Hallucinations are often non-threatening. Most of the time, at least initially, individuals with hallucinations — normally it’s people that have at least some Lewy body pathology in the brain — will often see people or animals. I think the most important thing for family members to know is to not get upset about it.
The important thing to do is to try to redirect the person. Get them talking about things that are actually reality-based. But if they’re interacting with the hallucination and it’s not bothering them, don’t let it bother you. Let them spend a few minutes with the hallucination. I’ve had patients who enjoy petting animals that aren’t actually there, and sometimes enjoy that someone has visited them and given them company if they’re living alone.
If the hallucinations are threatening, I recommend using what we call the four Rs. Number one: reassure the patient that everything’s okay.

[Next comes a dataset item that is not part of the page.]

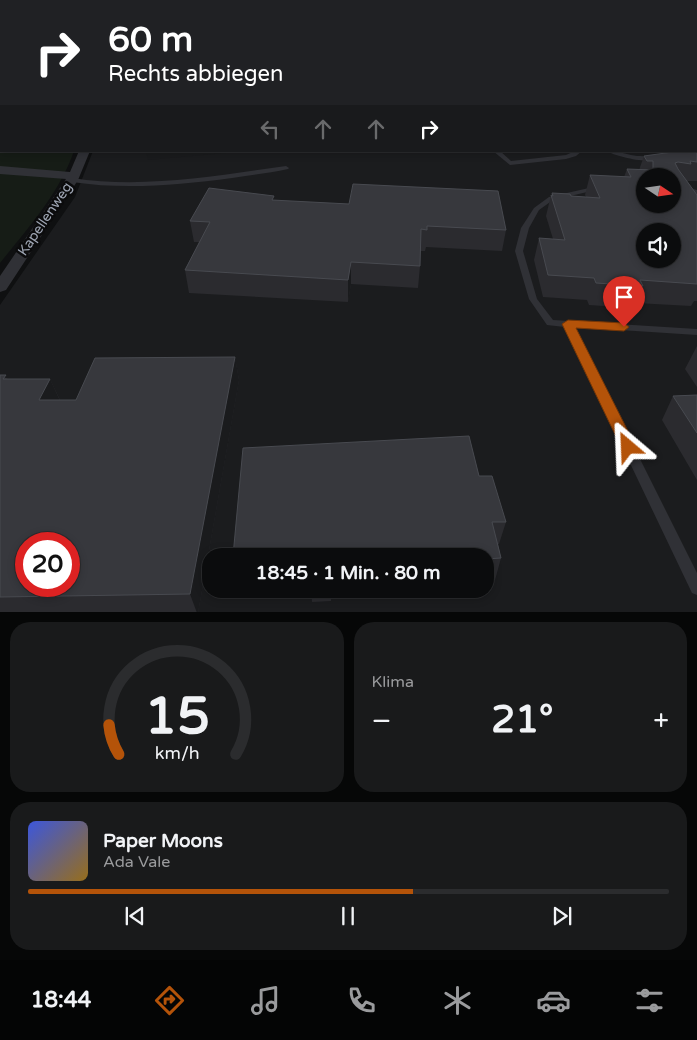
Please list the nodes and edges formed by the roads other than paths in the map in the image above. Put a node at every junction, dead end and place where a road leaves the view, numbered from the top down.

Number two: reconsider, so consider things from the individual’s point of view. Number three is redirect, directing them to other activities. The fourth is relax. That’s what we all need to do: to take a deep breath and relax because if we are upset that our loved one is having a hallucination or we’re anxious or angry or frustrated, we’re going to reflect that emotion to the individual and it’s just going to escalate things.

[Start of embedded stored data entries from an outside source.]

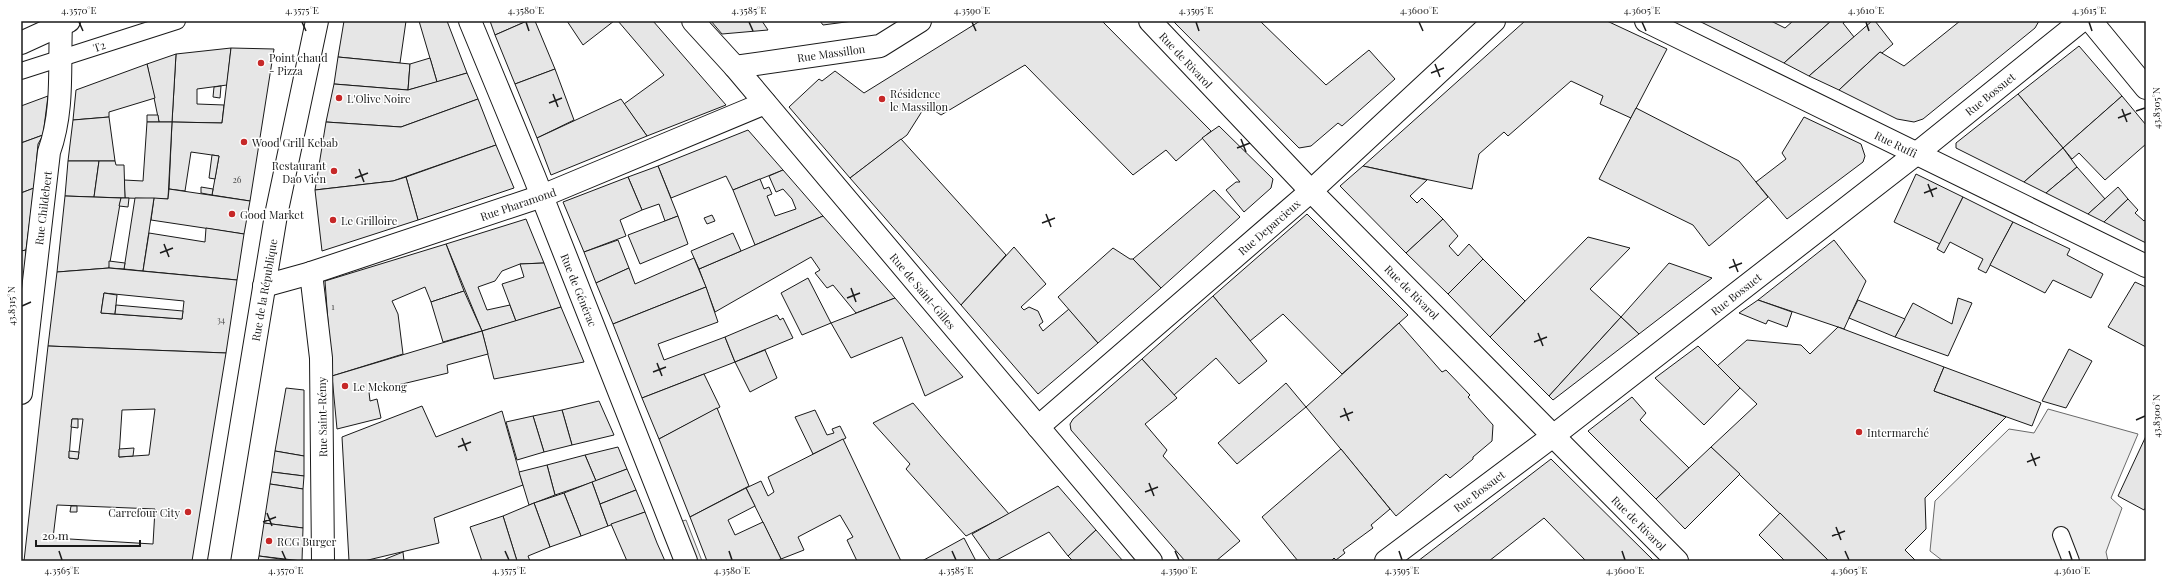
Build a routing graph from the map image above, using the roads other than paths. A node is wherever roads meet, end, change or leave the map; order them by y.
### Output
1 (178, 21) edge
2 (318, 21) edge
3 (470, 21) edge
4 (693, 21) edge
5 (920, 21) edge
6 (1150, 21) edge
7 (1494, 21) edge
8 (1646, 21) edge
9 (2081, 21) edge
10 (2091, 21) edge
11 (65, 22) edge
12 (21, 43) edge
13 (59, 58) junction
14 (735, 67) junction
15 (21, 71) edge
16 (2146, 88) edge
17 (765, 103) junction
18 (1916, 154) junction
19 (1311, 191) junction
20 (542, 196) junction
21 (2146, 266) edge
22 (311, 273) junction
23 (264, 286) junction
24 (21, 393) edge
25 (1038, 427) junction
26 (1553, 436) junction
27 (2061, 534) dead end
28 (219, 561) edge
29 (323, 561) edge
30 (686, 561) edge
31 (1151, 561) edge
32 (1386, 561) edge
33 (1677, 561) edge
34 (2071, 561) edge

1 - 13 lane, T2
2 - 23 street, Rue de la République
3 - 20 street, Rue de Générac
4 - 14 street, Rue de Saint-Gilles
5 - 14 street, Rue Massillon
6 - 19 street, Rue de Rivarol
7 - 19 street, Rue Deparcieux
8 - 18 street, Rue Ruffi
9 - 18 street, Rue Bossuet
10 - 16 street
11 - 12 street
11 - 13 street, Rue Childebert
13 - 15 lane, T2
13 - 24 street, Rue Childebert
14 - 17 street, Rue de Saint-Gilles
17 - 20 street, Rue Pharamond
17 - 25 street, Rue de Saint-Gilles
18 - 21 street, Rue Ruffi
18 - 26 street, Rue Bossuet
19 - 25 street, Rue Deparcieux
19 - 26 street, Rue de Rivarol
20 - 22 street, Rue Pharamond
20 - 30 street, Rue de Générac
22 - 23 street, Rue Pharamond
22 - 29 street, Rue Saint-Rémy
23 - 28 street, Rue de la République
25 - 31 street, Rue de Saint-Gilles
26 - 32 street, Rue Bossuet
26 - 33 street, Rue de Rivarol
27 - 34 lane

Being Patient: Let’s discuss medications in Alzheimer’s. Can you give us an overview of how cholinesterase inhibitors work?
Dr. Andrew Budson: Medicines like donepezil (brand name Aricept), rivastigmine (Excelon), galantamine (Razadyne) help to raise up a neurotransmitter called acetylcholine, which drops in Alzheimer’s, vascular dementia and Lewy body dementia. By raising it up, what the studies clearly show is you can actually turn the clock back on these dementias by six to 12 months. For six to 12 months, the person is actually somewhat better than they were initially.

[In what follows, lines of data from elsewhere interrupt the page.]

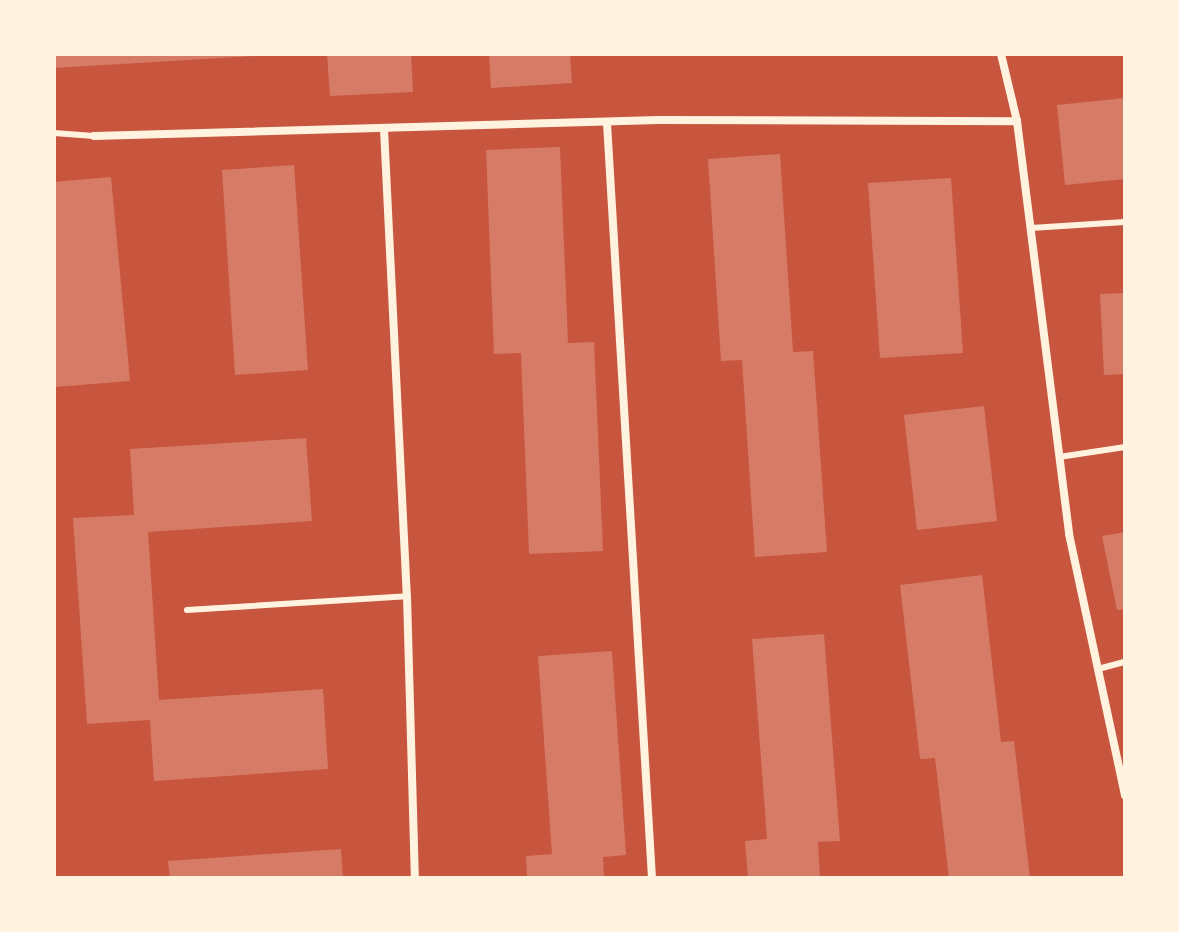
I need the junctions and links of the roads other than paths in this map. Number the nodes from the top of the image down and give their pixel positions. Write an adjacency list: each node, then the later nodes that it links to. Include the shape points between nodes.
1 (1001, 54): 2 (street)
2 (1017, 121): 3 (street); 8 (street)
3 (607, 123): 4 (street); 17 (street)
4 (384, 129): 6 (street); 11 (street)
5 (54, 133): 6 (lane)
6 (94, 136)
7 (1125, 222): 8 (lane)
8 (1031, 228): 10 (street)
9 (1125, 447): 10 (lane)
10 (1059, 457): 14 (street, via 1069,534)
11 (407, 596): 12 (lane); 16 (street)
12 (187, 610)
13 (1125, 662): 14 (lane)
14 (1098, 669): 15 (street)
15 (1125, 795)
16 (415, 878)
17 (652, 878)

When someone comes into my clinic and I prescribe one of these medications, I can make their memory like it was six months ago, or maybe even a full year ago. The earlier I see them and get them on [a medicine], the more likely it is I can turn the clock back a full 12 months because there are more living brain cells.
Over time, I cannot stop the clock from ticking down. It’s still going to tick down. It’s even going to tick down at the same rate, but as long as they initially had that turning [of] the clock back, they’re always going to be six to 12 months better off on the medicine. One of the terrible ways that I know this is correct is if they stopped the medicine, what happens is they often plummet six to 12 months worth of memory function in one to two weeks.
Being Patient: How can families and patients tell if these medications are helping or not?
Dr. Andrew Budson: One thing that is tricky about medications to treat any problem, whether it’s to improve memory, to treat trouble with agitation, to treat hallucinations and anger, is that it’s unlikely to stop these problems or fix these problems completely. But it is likely, if it’s working, to make a significant difference. How do you know? You have to do your homework and write down, ‘How many times does my loved one get angry? How long does each episode last?’
Let’s say they’re getting angry every single day, and you add up all the times and it seems to average about 35 minutes each day that they’re angry, yelling, screaming, pounding, aggressive, something like that. Then [with a] new medicine, you find that now they’re only angry four times a week. You total the time and it’s only about 17 minutes each day: It’s still happening, but it’s a lot better. That’s one very helpful tool to try and see [if the medicine has] helped although the problem isn’t completely eliminated.
The interview has been edited for length and clarity.